PUJA
PUJA

Reputation: 649

Handling masked numpy array

I have masked numpy array. While doing processing for each of the element, I need to first check whether the particular element is masked or not, if masked then I need to skip those element.

I have tried like this :

from netCDF4 import Dataset

data=Dataset('test.nc')
dim_size=len(data.dimensions[nc_dims[0]])
model_dry_tropo_corr=data.variables['model_dry_tropo_corr'][:]
solid_earth_tide=data.variables['solid_earth_tide'][:]

for i in range(0,dim_size)
    try :
        model_dry_tropo_corr[i].mask=True
       continue

    except :
        Pass

    try:
         solid_earth_tide[i].mask=True
         continue
    except:
         Pass

     correction=model_dry_tropo_corr[i]/2+solid_earth_tide[i]

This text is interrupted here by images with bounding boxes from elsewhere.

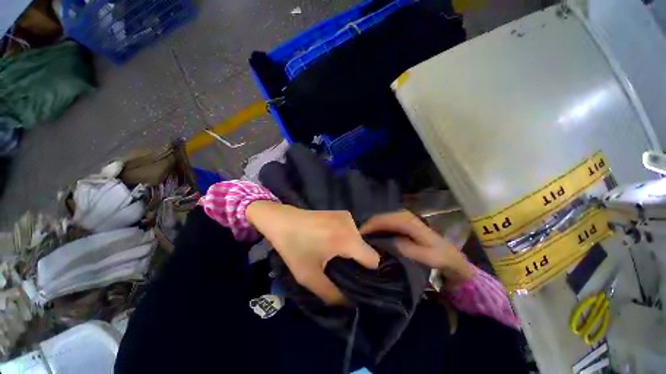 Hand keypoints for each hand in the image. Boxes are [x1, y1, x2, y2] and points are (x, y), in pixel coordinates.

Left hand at [246, 201, 379, 304]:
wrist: (282, 220)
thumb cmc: (293, 247)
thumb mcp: (309, 276)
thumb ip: (332, 294)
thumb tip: (350, 304)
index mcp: (347, 239)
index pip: (374, 259)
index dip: (367, 272)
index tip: (355, 278)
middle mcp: (352, 225)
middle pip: (366, 249)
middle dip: (356, 261)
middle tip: (340, 267)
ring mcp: (347, 216)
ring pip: (359, 240)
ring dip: (350, 249)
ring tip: (333, 253)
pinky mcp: (341, 213)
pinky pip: (351, 231)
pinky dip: (346, 238)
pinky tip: (330, 240)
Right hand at [360, 210, 473, 286]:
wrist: (450, 256)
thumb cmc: (440, 257)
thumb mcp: (427, 256)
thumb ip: (407, 249)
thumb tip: (386, 243)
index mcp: (407, 221)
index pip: (382, 220)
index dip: (368, 227)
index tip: (357, 239)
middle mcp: (402, 215)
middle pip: (378, 218)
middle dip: (366, 228)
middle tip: (356, 241)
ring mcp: (402, 218)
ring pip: (380, 221)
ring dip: (370, 230)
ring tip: (361, 241)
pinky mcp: (401, 223)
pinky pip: (384, 224)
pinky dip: (376, 231)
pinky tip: (372, 240) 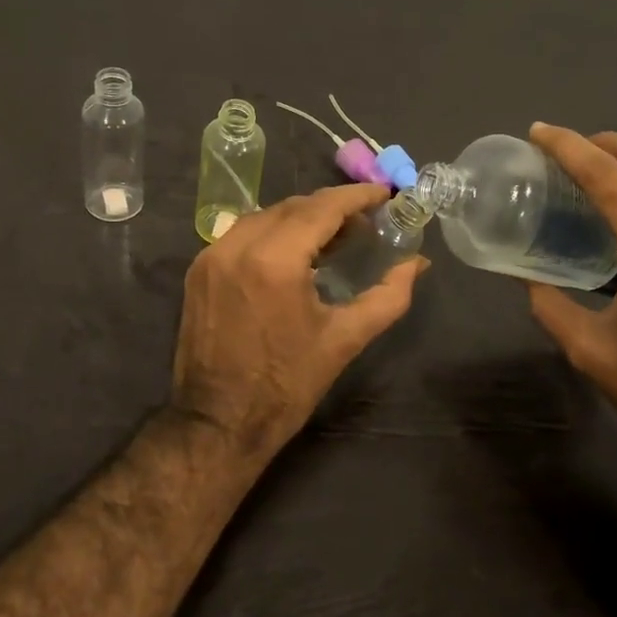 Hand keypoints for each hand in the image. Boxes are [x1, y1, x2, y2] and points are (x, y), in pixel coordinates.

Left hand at [173, 184, 428, 460]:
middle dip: (331, 206)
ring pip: (265, 216)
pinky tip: (293, 252)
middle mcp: (238, 245)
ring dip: (300, 218)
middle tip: (364, 220)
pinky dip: (272, 232)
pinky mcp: (199, 269)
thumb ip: (388, 296)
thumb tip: (417, 264)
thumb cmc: (287, 384)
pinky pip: (241, 234)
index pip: (321, 207)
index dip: (356, 196)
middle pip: (293, 206)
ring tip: (333, 235)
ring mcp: (211, 255)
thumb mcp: (344, 340)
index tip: (384, 193)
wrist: (218, 422)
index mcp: (275, 260)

Is there other efficient way to do this, please do let me know. Your suggestion or comments are highly appreciated.

Upvotes: 0

Views: 2000

Answers (2)

hpaulj
hpaulj

Reputation: 231385

I'm puzzled about this code

try :
    model_dry_tropo_corr[i].mask=True
   continue

except :
    Pass

I don't have netCDF4 installed, but it appears from the documentation that your variable will look like, maybe even be a numpy.ma masked array.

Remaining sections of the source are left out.